To better understand growth regulation in the protozoan parasite Entamoeba histolytica, ameba genes homologous to the ras oncogene and rap (Krev-1) anti-oncogene were cloned. Two putative ameba ras genes (Ehrasl and Ehras2) were identified, which contain 205 and 203 amino acid (aa) open reading frames (ORFs), respectively. The Ehras1 ORF shows an 91% positional identity with that of Ehras2, a 55% identity with Dictyostelium discoideum (Dd) ras, and a 47% identity with human (HS) ras. Two ameba rap genes (Ehrap1 and Ehrap2) were identified, both of which contain 184-aa ORFs.
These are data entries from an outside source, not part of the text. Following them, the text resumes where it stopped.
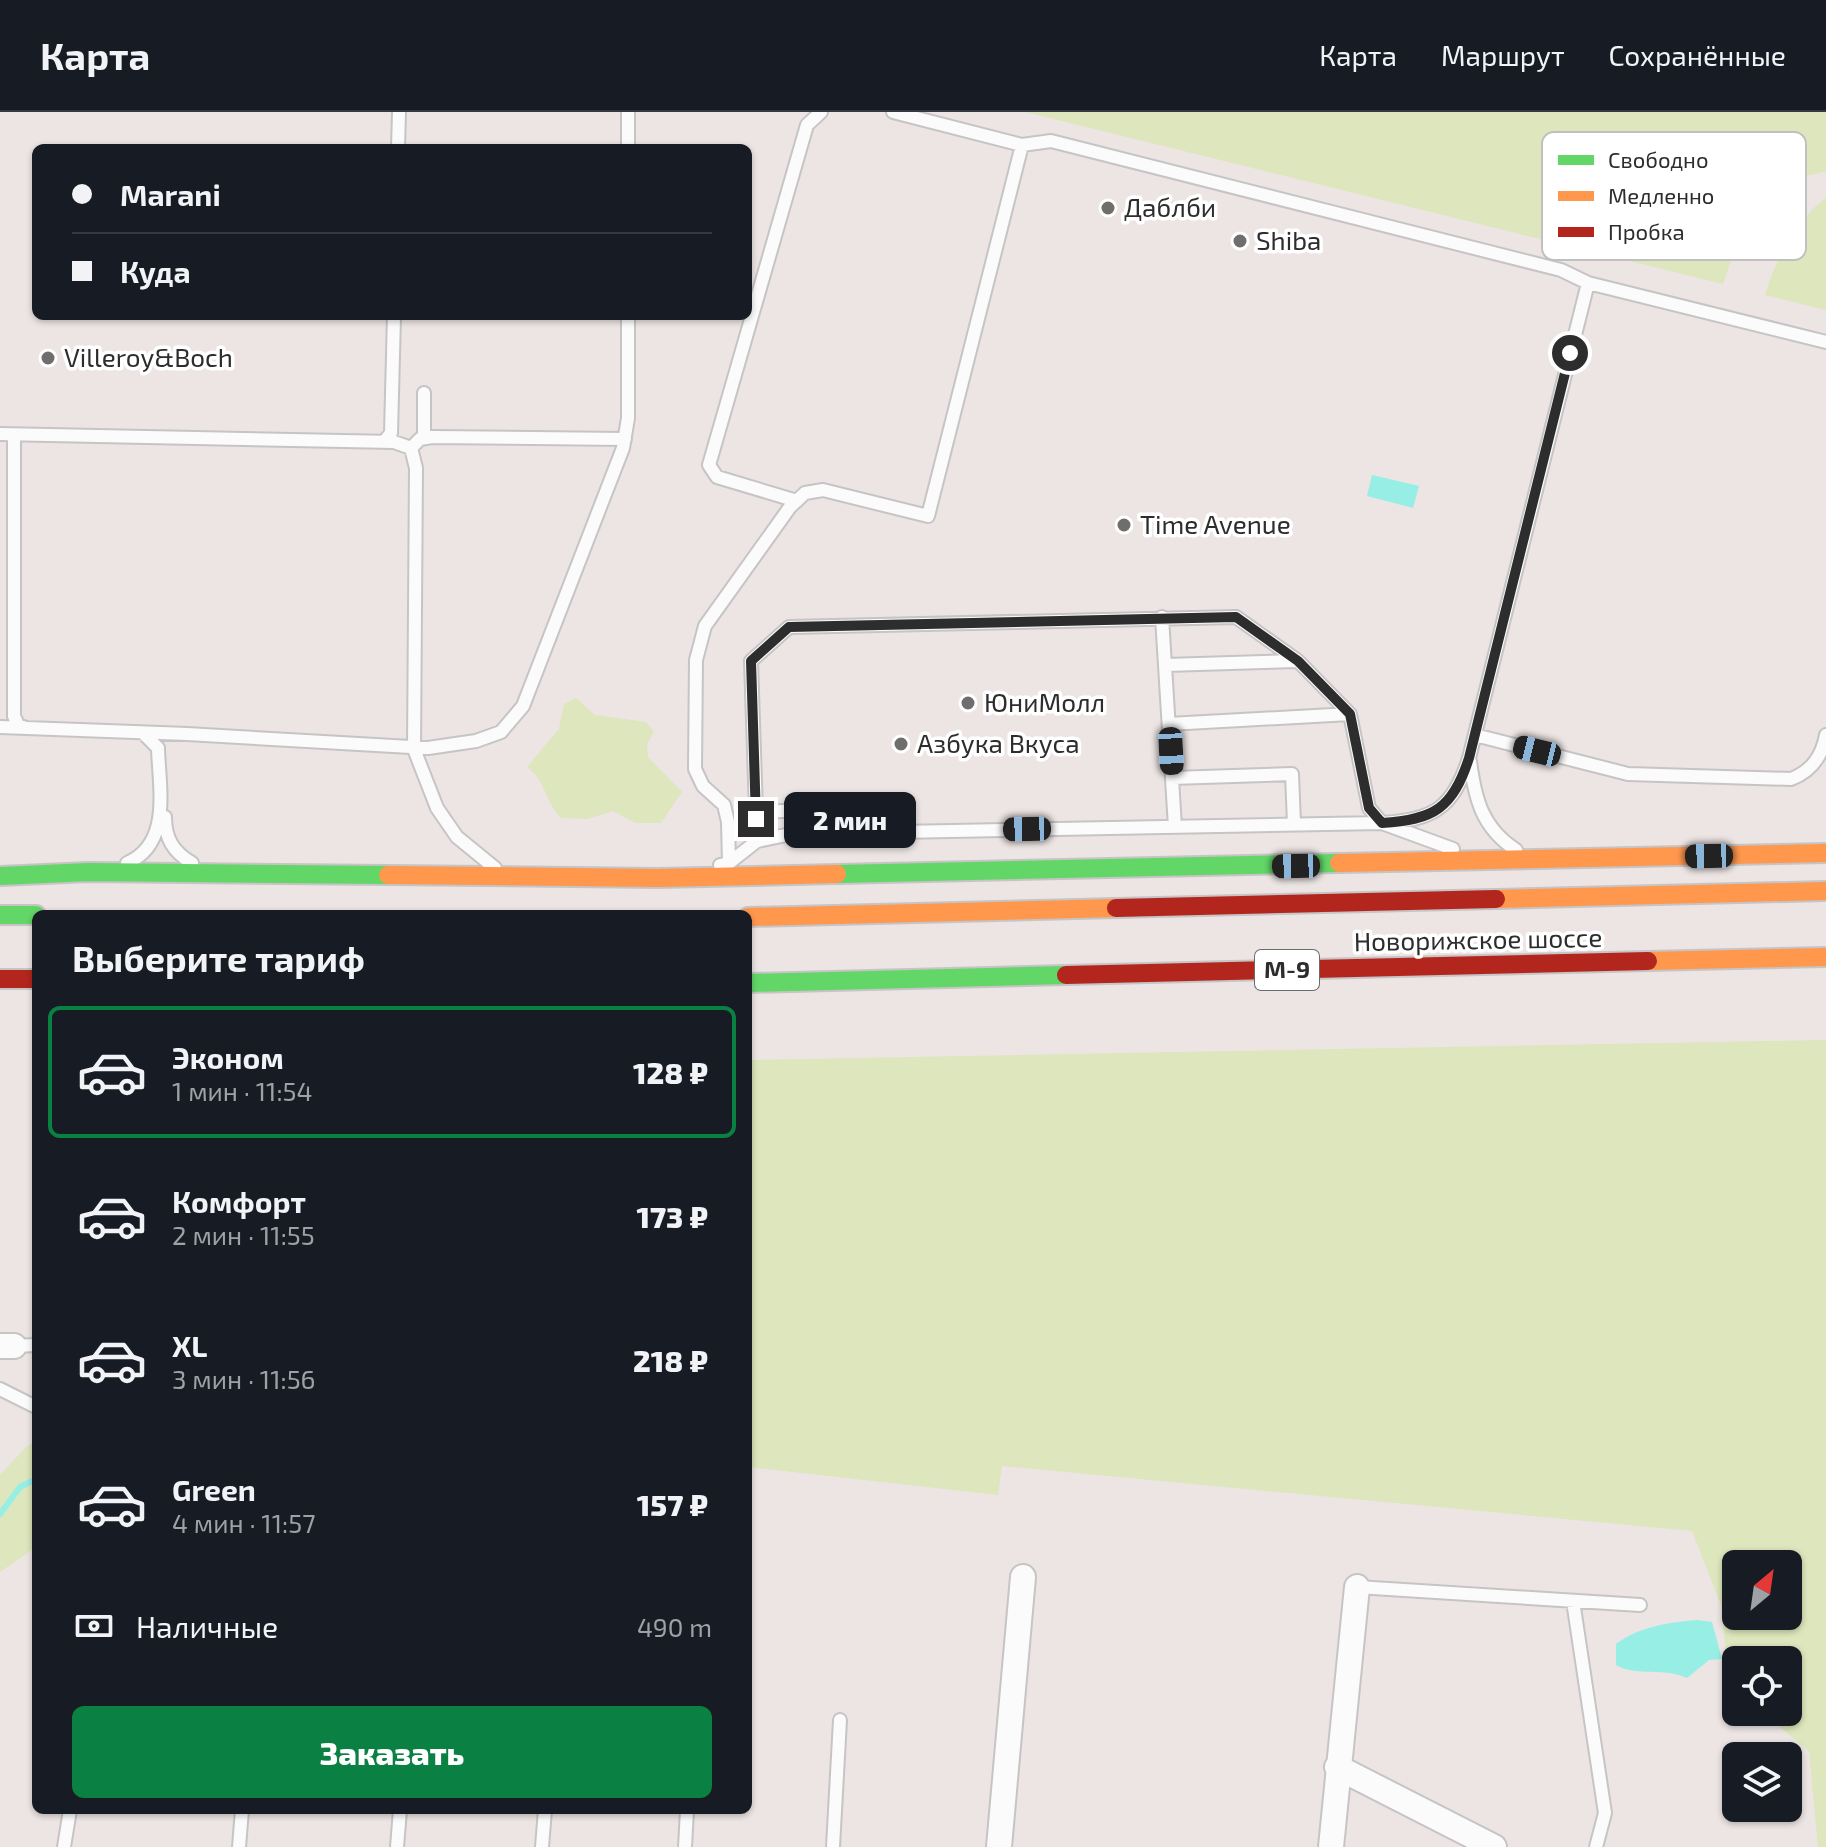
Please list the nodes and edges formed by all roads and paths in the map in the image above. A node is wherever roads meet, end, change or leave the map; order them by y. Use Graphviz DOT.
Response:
graph roads {
  1 [pos="399,112"];
  2 [pos="628,112"];
  3 [pos="821,112"];
  4 [pos="893,112"];
  5 [pos="398,144"];
  6 [pos="628,144"];
  7 [pos="1022,145"];
  8 [pos="1588,283"];
  9 [pos="752,316"];
  10 [pos="394,320"];
  11 [pos="628,320"];
  12 [pos="751,320"];
  13 [pos="1826,342"];
  14 [pos="424,393"];
  15 [pos="0,434"];
  16 [pos="14,435"];
  17 [pos="424,438"];
  18 [pos="625,439"];
  19 [pos="384,442"];
  20 [pos="411,448"];
  21 [pos="797,501"];
  22 [pos="1162,617"];
  23 [pos="1298,661"];
  24 [pos="1166,665"];
  25 [pos="1350,714"];
  26 [pos="1169,724"];
  27 [pos="0,727"];
  28 [pos="26,728"];
  29 [pos="141,732"];
  30 [pos="187,734"];
  31 [pos="1475,735"];
  32 [pos="1826,735"];
  33 [pos="414,749"];
  34 [pos="1469,758"];
  35 [pos="1172,778"];
  36 [pos="756,812"];
  37 [pos="1382,823"];
  38 [pos="1294,824"];
  39 [pos="1175,827"];
  40 [pos="849,833"];
  41 [pos="757,841"];
  42 [pos="1826,853"];
  43 [pos="1534,861"];
  44 [pos="1488,862"];
  45 [pos="729,863"];
  46 [pos="88,872"];
  47 [pos="221,874"];
  48 [pos="0,876"];
  49 [pos="507,877"];
  50 [pos="658,878"];
  51 [pos="1826,891"];
  52 [pos="0,915"];
  53 [pos="32,915"];
  54 [pos="752,917"];
  55 [pos="1826,957"];
  56 [pos="0,979"];
  57 [pos="32,979"];
  58 [pos="752,983"];
  59 [pos="0,1389"];
  60 [pos="32,1405"];
  61 [pos="1023,1577"];
  62 [pos="1357,1587"];
  63 [pos="1573,1601"];
  64 [pos="1640,1605"];
  65 [pos="840,1720"];
  66 [pos="1337,1767"];
  67 [pos="69,1814"];
  68 [pos="242,1814"];
  69 [pos="400,1814"];
  70 [pos="545,1814"];
  71 [pos="687,1814"];
  72 [pos="64,1847"];
  73 [pos="239,1847"];
  74 [pos="397,1847"];
  75 [pos="542,1847"];
  76 [pos="685,1847"];
  77 [pos="833,1847"];
  78 [pos="999,1847"];
  79 [pos="1331,1847"];
  80 [pos="1494,1847"];
  81 [pos="1596,1847"];
  1 -- 5 [label="lane"];
  2 -- 6 [label="lane"];
  3 -- 9 [label="lane"];
  4 -- 7 [label="lane"];
  7 -- 8 [label="lane"];
  7 -- 21 [label="lane"];
  8 -- 13 [label="lane"];
  8 -- 31 [label="lane"];
  10 -- 19 [label="lane"];
  11 -- 18 [label="lane"];
  12 -- 21 [label="lane"];
  14 -- 17 [label="lane"];
  15 -- 16 [label="lane"];
  16 -- 19 [label="lane"];
  16 -- 28 [label="lane"];
  17 -- 18 [label="lane"];
  17 -- 20 [label="lane"];
  18 -- 33 [label="lane"];
  19 -- 20 [label="lane"];
  20 -- 33 [label="lane"];
  21 -- 45 [label="lane"];
  22 -- 23 [label="lane"];
  22 -- 24 [label="lane"];
  22 -- 36 [label="lane"];
  23 -- 24 [label="lane"];
  23 -- 25 [label="lane"];
  24 -- 26 [label="lane"];
  25 -- 26 [label="lane"];
  25 -- 37 [label="lane"];
  26 -- 35 [label="lane"];
  27 -- 28 [label="lane"];
  28 -- 29 [label="lane"];
  29 -- 30 [label="lane"];
  29 -- 46 [label="lane"];
  30 -- 33 [label="lane"];
  30 -- 47 [label="lane"];
  31 -- 32 [label="lane"];
  31 -- 34 [label="lane"];
  33 -- 49 [label="lane"];
  34 -- 37 [label="lane"];
  34 -- 43 [label="lane"];
  35 -- 38 [label="lane"];
  35 -- 39 [label="lane"];
  36 -- 40 [label="lane"];
  36 -- 41 [label="lane"];
  37 -- 38 [label="lane"];
  37 -- 44 [label="lane"];
  38 -- 39 [label="lane"];
  39 -- 40 [label="lane"];
  40 -- 41 [label="lane"];
  41 -- 45 [label="lane"];
  42 -- 43 [label="main road"];
  43 -- 44 [label="main road"];
  44 -- 50 [label="main road"];
  45 -- 50 [label="lane"];
  46 -- 47 [label="main road"];
  46 -- 48 [label="main road"];
  47 -- 49 [label="main road"];
  49 -- 50 [label="main road"];
  51 -- 54 [label="main road, Новорижское шоссе"];
  52 -- 53 [label="main road"];
  55 -- 58 [label="main road, Новорижское шоссе / М-9"];
  56 -- 57 [label="main road"];
  59 -- 60 [label="lane"];
  61 -- 78 [label="street"];
  62 -- 63 [label="lane"];
  62 -- 66 [label="street"];
  63 -- 64 [label="lane"];
  63 -- 81 [label="lane"];
  65 -- 77 [label="lane"];
  66 -- 79 [label="street"];
  66 -- 80 [label="street"];
  67 -- 72 [label="lane"];
  68 -- 73 [label="lane"];
  69 -- 74 [label="lane"];
  70 -- 75 [label="lane"];
  71 -- 76 [label="lane"];
}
The Ehrap1 ORF shows a 93% positional identity with that of Ehrap2, a 60% identity with Dd rap, a 61% identity with Hs Krev-1, and a 45% identity with that of Ehras1. Conserved aa in each ameba ras and rap ORF include GTP-binding sites, effector site, site of ADP-ribosylation by Pseudomonas exoenzyme S, and COOH-terminus CAAX. As all Xs = Leu or Phe, ameba ras and rap proteins may be gerenylgerenylated and not farnesylated. Both ras and rap genes are transcribed by trophozoites. A single 21-kDa ameba ras protein reacts with the rat Y13 259 anti-ras monoclonal antibody, which is located on the cytosolic side of the plasma membrane. These are the first ras and rap genes identified from a protozoan parasite.